### What you are asked to do
The full listing, written out exactly and without images, is the expected result.

--- START ---

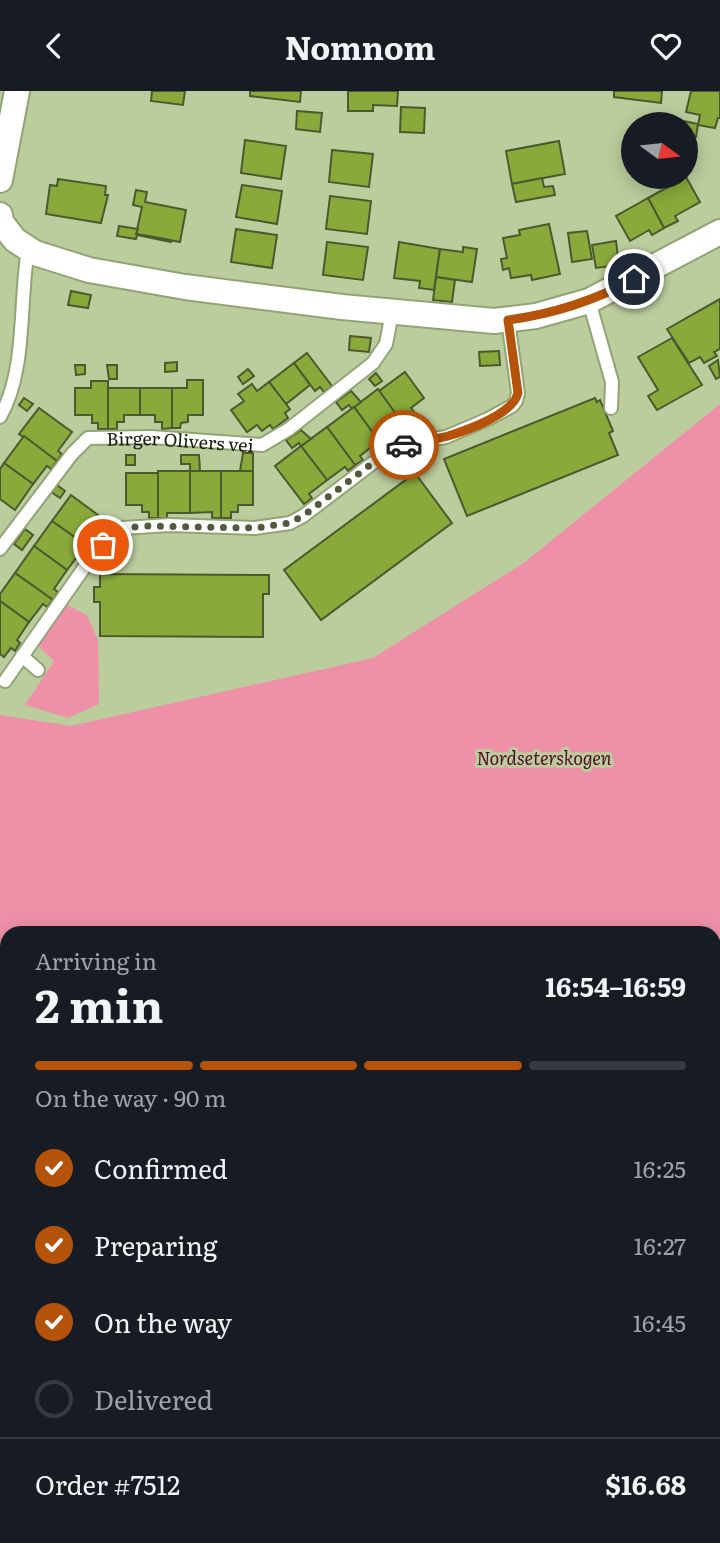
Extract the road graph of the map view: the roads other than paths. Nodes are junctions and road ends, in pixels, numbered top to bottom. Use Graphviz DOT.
graph roads {
  1 [pos="17,91"];
  2 [pos="0,180"];
  3 [pos="0,215"];
  4 [pos="720,232"];
  5 [pos="28,249"];
  6 [pos="589,302"];
  7 [pos="392,313"];
  8 [pos="508,320"];
  9 [pos="611,408"];
  10 [pos="0,417"];
  11 [pos="0,549"];
  12 [pos="22,656"];
  13 [pos="38,670"];
  14 [pos="5,681"];
  1 -- 2 [label="street"];
  3 -- 5 [label="street"];
  4 -- 6 [label="street"];
  5 -- 7 [label="street"];
  5 -- 10 [label="lane"];
  6 -- 8 [label="street"];
  6 -- 9 [label="lane"];
  7 -- 8 [label="street"];
  7 -- 11 [label="lane, Birger Olivers vei"];
  8 -- 12 [label="lane"];
  12 -- 13 [label="lane"];
  12 -- 14 [label="lane"];
}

--- END ---

### Result for this exercise
Extract the road graph of the map view: the roads other than paths. Nodes are junctions and road ends, in pixels, numbered top to bottom. Use Graphviz DOT.
graph roads {
  1 [pos="17,91"];
  2 [pos="0,180"];
  3 [pos="0,215"];
  4 [pos="720,232"];
  5 [pos="28,249"];
  6 [pos="589,302"];
  7 [pos="392,313"];
  8 [pos="508,320"];
  9 [pos="611,408"];
  10 [pos="0,417"];
  11 [pos="0,549"];
  12 [pos="22,656"];
  13 [pos="38,670"];
  14 [pos="5,681"];
  1 -- 2 [label="street"];
  3 -- 5 [label="street"];
  4 -- 6 [label="street"];
  5 -- 7 [label="street"];
  5 -- 10 [label="lane"];
  6 -- 8 [label="street"];
  6 -- 9 [label="lane"];
  7 -- 8 [label="street"];
  7 -- 11 [label="lane, Birger Olivers vei"];
  8 -- 12 [label="lane"];
  12 -- 13 [label="lane"];
  12 -- 14 [label="lane"];
}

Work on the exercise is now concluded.